# Garmin echomap Kartenmaterial gesucht



## Bellyboatangler (3. Februar 2017)

So wie es I'm thema steht.welche Karten benutzt Ihr?


----------



## Nachtschwärmer78 (4. Februar 2017)

*AW: Garmin echomap Kartenmaterial gesucht*

Ich hab auf meinem Echomap 92SV derzeit nur die Basiskarte, die man bei Garmin kostenlos downloaden (Quickdraw-Start heißt sie ungefähr) kann, geladen.
Wenn man zufällig erfährt, daß es sie gibt und danach auf der Garminseite sucht findet man sie.

Deren Qualität ist jedoch leider hundsmiserabel und wirft kein gutes Licht auf eine Firma, die primär mit Navigation ihr Geld verdient.#d
Ufer bzw. Inseln sind teilweise 50m und mehr von der Realität versetzt.

Im Moment arbeite ich also nur mit meinen selbstgeloggten Daten.
Ging bisher, da ich bisher fast ausschließlich in meinem kleinen Hausfjord unterwegs war.
Für größere Touren werde ich aber über eine Kaufkarte kaum herumkommen.

Meines Wissens laufen auf Garmin nur die hauseigenen BlueChart Karten.
Insofern beantwortet sich Deine Frage also eigentlich von selbst...

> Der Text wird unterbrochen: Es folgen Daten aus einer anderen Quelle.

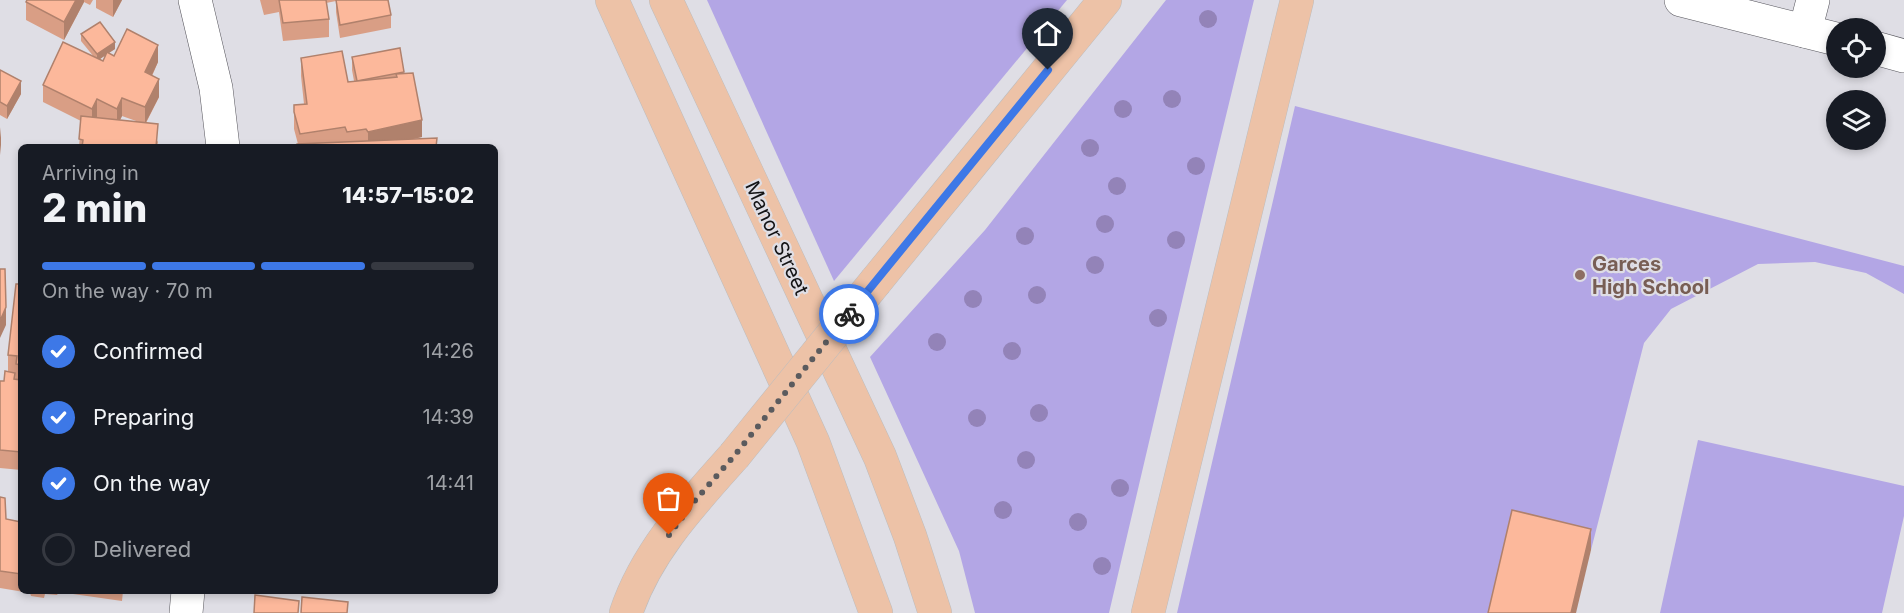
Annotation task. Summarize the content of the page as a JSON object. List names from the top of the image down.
{
  "streets": {
    "main road": ["Manor Street"]
  },
  "places": ["Garces High School"],
  "page": {
    "heading": ["2 min", "Arriving in", "14:57–15:02"],
    "bar": "On the way · 70 m",
    "list": [
      ["Confirmed", "14:26"],
      ["Preparing", "14:39"],
      ["On the way", "14:41"],
      "Delivered"
    ]
  }
}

Sollte ich da falsch liegen und es sollte doch möglich sein, Karten anderer Anbieter nutzen zu können, würde es mich freuen, eines besseren belehrt zu werden!


----------



## goldfisch12 (4. Februar 2017)

*AW: Garmin echomap Kartenmaterial gesucht*

Ja, da liegst Du völlig richtig. Es gibt zwar neben den Garmin Bluechart Karten auch kostenlose aus dem Open Seamap Programm aber richtig brauchbar sind die nicht. Ich verwende ausschließlich Bluechart G2 oder G2 Vision Karten und finde es gibt nichts besseres, schon alleine deshalb weil die Angelkarten (bathymetrische Karten) die Unterwasser-strukturen hervorragend darstellen.  Ich wundere mich allerdings etwas über die Bereitschaft des ein oder anderen, dafür Geld auszugeben zu müssen. Das ist um so unverständlicher als der Kostenfaktor im Vergleich zu den Anschaffungspreis des Echolotes fast gegen Null geht, wenn man die Angebote der Bucht nutzt, die i.d.R. prima funktionieren.
Übrigens darf es als Vorteil für den Anwender angesehen werden, dass Geräte und Seekarten aus einer Hand kommen. Da kann keiner die Schuld hin und herschieben, wenn etwas nicht so läuft, wie es soll.


----------



## Bellyboatangler (4. Februar 2017)

*AW: Garmin echomap Kartenmaterial gesucht*

Leider arbeitet Garmin nicht mehr mit Navionics zusammen

Letztes Jahr konnte man jedenfalls noch mit dessen Karten arbeiten.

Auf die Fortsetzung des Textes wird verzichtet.